Saved entries
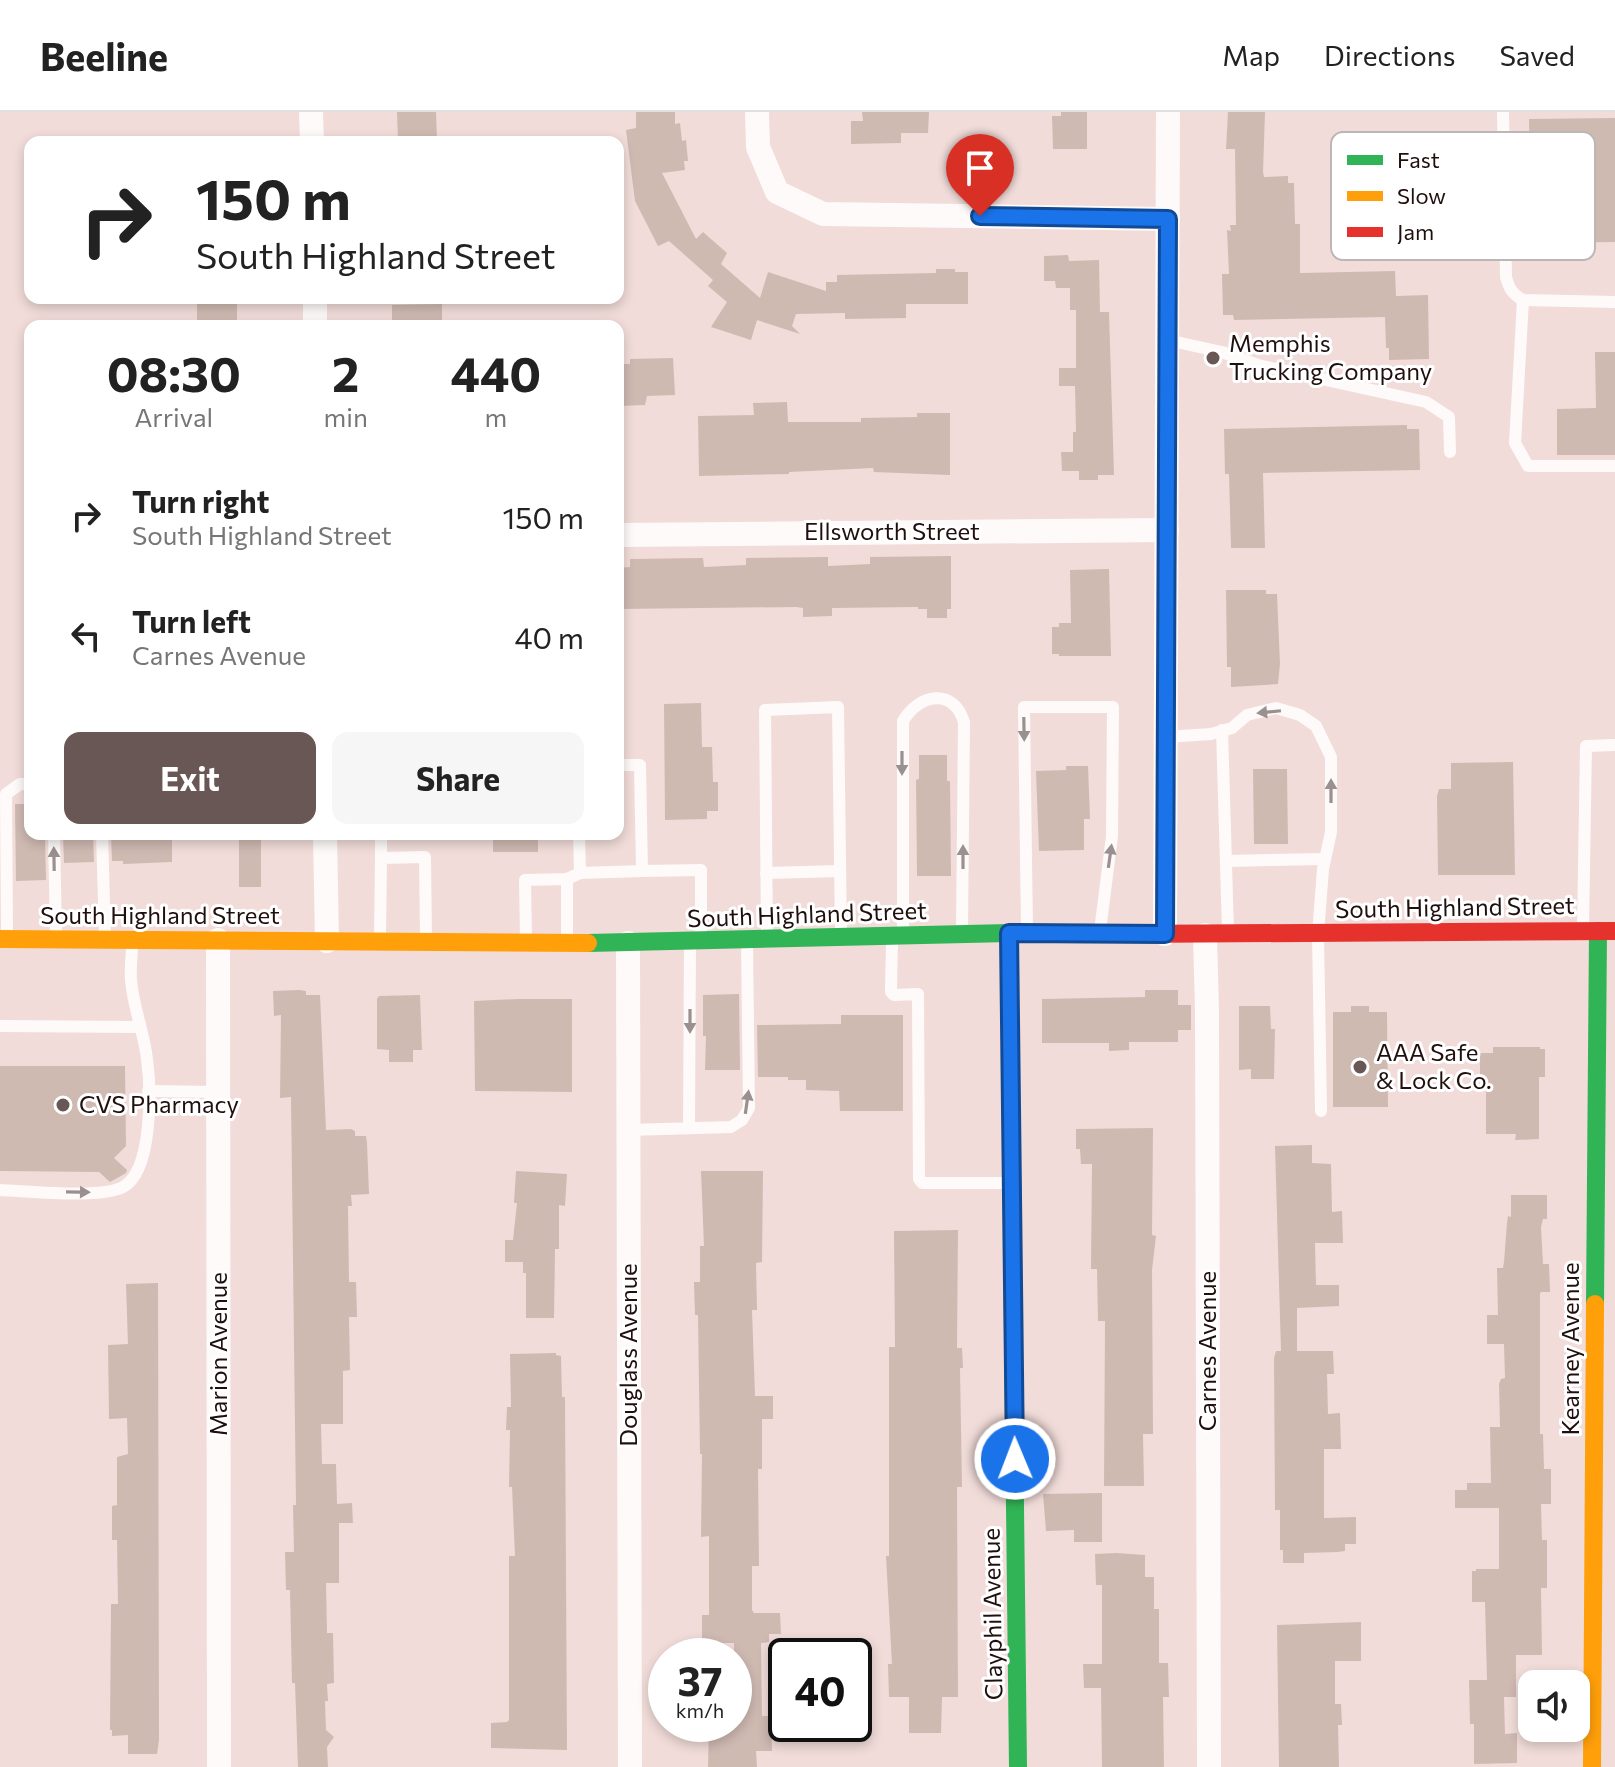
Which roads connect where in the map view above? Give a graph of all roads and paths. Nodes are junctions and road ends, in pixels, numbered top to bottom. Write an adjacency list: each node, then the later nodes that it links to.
1 (311, 112): 6 (street)
2 (757, 112): 7 (street)
3 (1168, 112): 7 (street)
4 (1503, 112): 5 (lane)
5 (1503, 132)
6 (312, 136)
7 (1168, 219): 11 (street)
8 (1506, 260): 9 (lane)
9 (1523, 300): 10 (lane); 13 (lane)
10 (1615, 302)
11 (1167, 340): 12 (lane); 14 (street)
12 (1450, 452)
13 (1615, 466)
14 (1167, 530): 15 (street, Ellsworth Street); 17 (street)
15 (624, 535)
16 (1222, 730): 17 (lane); 27 (lane, one-way to 16); 28 (lane)
17 (1166, 737): 37 (street)
18 (1615, 745): 34 (lane)
19 (624, 765): 29 (lane)
20 (24, 784): 43 (lane)
21 (54, 840): 44 (lane, one-way to 21)
22 (102, 840): 45 (lane)
23 (325, 840): 49 (street)
24 (381, 840): 26 (lane)
25 (579, 840): 31 (lane)
26 (381, 858): 51 (lane); 52 (lane)
27 (1325, 859): 28 (lane); 38 (lane)
28 (1226, 861): 40 (lane)
29 (642, 871): 31 (lane); 53 (lane)
30 (840, 871): 32 (lane); 32 (lane); 42 (lane)
31 (580, 873): 33 (lane)
32 (766, 873): 48 (lane)
33 (567, 879): 54 (lane); 55 (lane)
34 (1599, 931): 38 (street, South Highland Street); 70 (street, Kearney Avenue)
35 (1018, 933): 36 (street, South Highland Street); 36 (lane, one-way to 35); 39 (street, South Highland Street); 64 (street, Clayphil Avenue)
36 (1099, 934): 37 (street, South Highland Street)
37 (1165, 934): 40 (street, South Highland Street)
38 (1318, 934): 40 (street, South Highland Street); 61 (lane)
39 (962, 935): 41 (street, South Highland Street); 41 (lane, one-way to 41)
40 (1216, 935): 69 (street, Carnes Avenue)
41 (897, 936): 42 (street, South Highland Street); 64 (lane)
42 (841, 938): 48 (street, South Highland Street)
43 (4, 939): 44 (street, South Highland Street)
44 (56, 940): 45 (street, South Highland Street)
45 (105, 940): 46 (street, South Highland Street)
46 (132, 940): 47 (street, South Highland Street); 58 (lane)
47 (218, 940): 49 (street, South Highland Street); 60 (street, Marion Avenue)
48 (767, 940): 50 (street, South Highland Street)
49 (327, 941): 51 (street, South Highland Street)
50 (747, 941): 53 (street, South Highland Street); 62 (lane, one-way to 50)
51 (380, 942): 52 (street, South Highland Street)
52 (426, 942): 54 (street, South Highland Street)
53 (696, 942): 56 (street, South Highland Street); 62 (lane, one-way to 62)
54 (526, 943): 55 (street, South Highland Street)
55 (567, 943): 56 (street, South Highland Street)
56 (628, 943): 63 (street, Douglass Avenue)
57 (0, 1026): 58 (lane)
58 (140, 1027): 59 (lane)
59 (148, 1091): 60 (lane); 65 (lane, one-way to 59)
60 (218, 1092): 66 (street, Marion Avenue)
61 (1321, 1111)
62 (689, 1127): 63 (lane)
63 (629, 1130): 67 (street, Douglass Avenue)
64 (1012, 1183): 68 (street, Clayphil Avenue)
65 (0, 1190)
66 (219, 1767)
67 (630, 1767)
68 (1018, 1767)
69 (1209, 1767)
70 (1592, 1767)

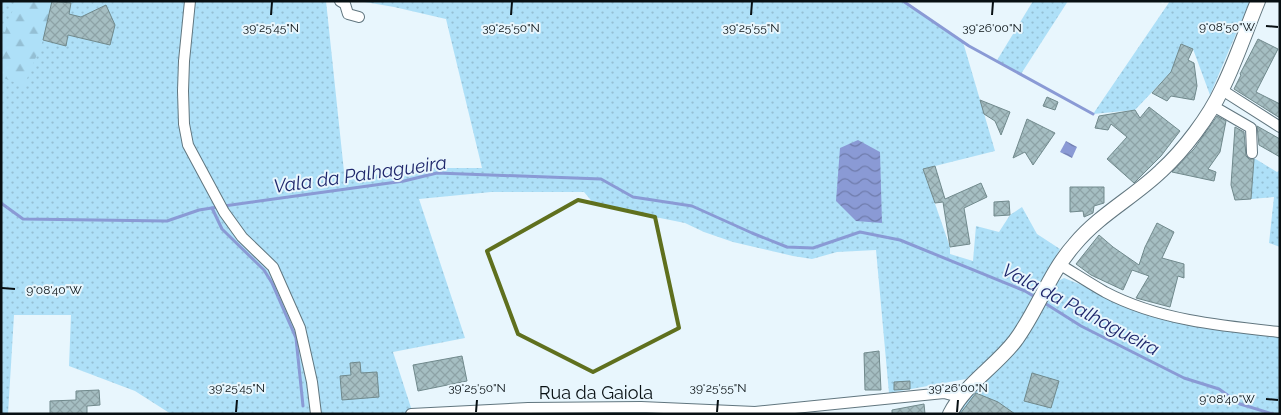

* **What the exercise asks**:
Pictures are to be left out; the records above must be repeated word for word.

* **Solution to the exercise**:
Which roads connect where in the map view above? Give a graph of all roads and paths. Nodes are junctions and road ends, in pixels, numbered top to bottom. Write an adjacency list: each node, then the later nodes that it links to.
1 (311, 112): 6 (street)
2 (757, 112): 7 (street)
3 (1168, 112): 7 (street)
4 (1503, 112): 5 (lane)
5 (1503, 132)
6 (312, 136)
7 (1168, 219): 11 (street)
8 (1506, 260): 9 (lane)
9 (1523, 300): 10 (lane); 13 (lane)
10 (1615, 302)
11 (1167, 340): 12 (lane); 14 (street)
12 (1450, 452)
13 (1615, 466)
14 (1167, 530): 15 (street, Ellsworth Street); 17 (street)
15 (624, 535)
16 (1222, 730): 17 (lane); 27 (lane, one-way to 16); 28 (lane)
17 (1166, 737): 37 (street)
18 (1615, 745): 34 (lane)
19 (624, 765): 29 (lane)
20 (24, 784): 43 (lane)
21 (54, 840): 44 (lane, one-way to 21)
22 (102, 840): 45 (lane)
23 (325, 840): 49 (street)
24 (381, 840): 26 (lane)
25 (579, 840): 31 (lane)
26 (381, 858): 51 (lane); 52 (lane)
27 (1325, 859): 28 (lane); 38 (lane)
28 (1226, 861): 40 (lane)
29 (642, 871): 31 (lane); 53 (lane)
30 (840, 871): 32 (lane); 32 (lane); 42 (lane)
31 (580, 873): 33 (lane)
32 (766, 873): 48 (lane)
33 (567, 879): 54 (lane); 55 (lane)
34 (1599, 931): 38 (street, South Highland Street); 70 (street, Kearney Avenue)
35 (1018, 933): 36 (street, South Highland Street); 36 (lane, one-way to 35); 39 (street, South Highland Street); 64 (street, Clayphil Avenue)
36 (1099, 934): 37 (street, South Highland Street)
37 (1165, 934): 40 (street, South Highland Street)
38 (1318, 934): 40 (street, South Highland Street); 61 (lane)
39 (962, 935): 41 (street, South Highland Street); 41 (lane, one-way to 41)
40 (1216, 935): 69 (street, Carnes Avenue)
41 (897, 936): 42 (street, South Highland Street); 64 (lane)
42 (841, 938): 48 (street, South Highland Street)
43 (4, 939): 44 (street, South Highland Street)
44 (56, 940): 45 (street, South Highland Street)
45 (105, 940): 46 (street, South Highland Street)
46 (132, 940): 47 (street, South Highland Street); 58 (lane)
47 (218, 940): 49 (street, South Highland Street); 60 (street, Marion Avenue)
48 (767, 940): 50 (street, South Highland Street)
49 (327, 941): 51 (street, South Highland Street)
50 (747, 941): 53 (street, South Highland Street); 62 (lane, one-way to 50)
51 (380, 942): 52 (street, South Highland Street)
52 (426, 942): 54 (street, South Highland Street)
53 (696, 942): 56 (street, South Highland Street); 62 (lane, one-way to 62)
54 (526, 943): 55 (street, South Highland Street)
55 (567, 943): 56 (street, South Highland Street)
56 (628, 943): 63 (street, Douglass Avenue)
57 (0, 1026): 58 (lane)
58 (140, 1027): 59 (lane)
59 (148, 1091): 60 (lane); 65 (lane, one-way to 59)
60 (218, 1092): 66 (street, Marion Avenue)
61 (1321, 1111)
62 (689, 1127): 63 (lane)
63 (629, 1130): 67 (street, Douglass Avenue)
64 (1012, 1183): 68 (street, Clayphil Avenue)
65 (0, 1190)
66 (219, 1767)
67 (630, 1767)
68 (1018, 1767)
69 (1209, 1767)
70 (1592, 1767)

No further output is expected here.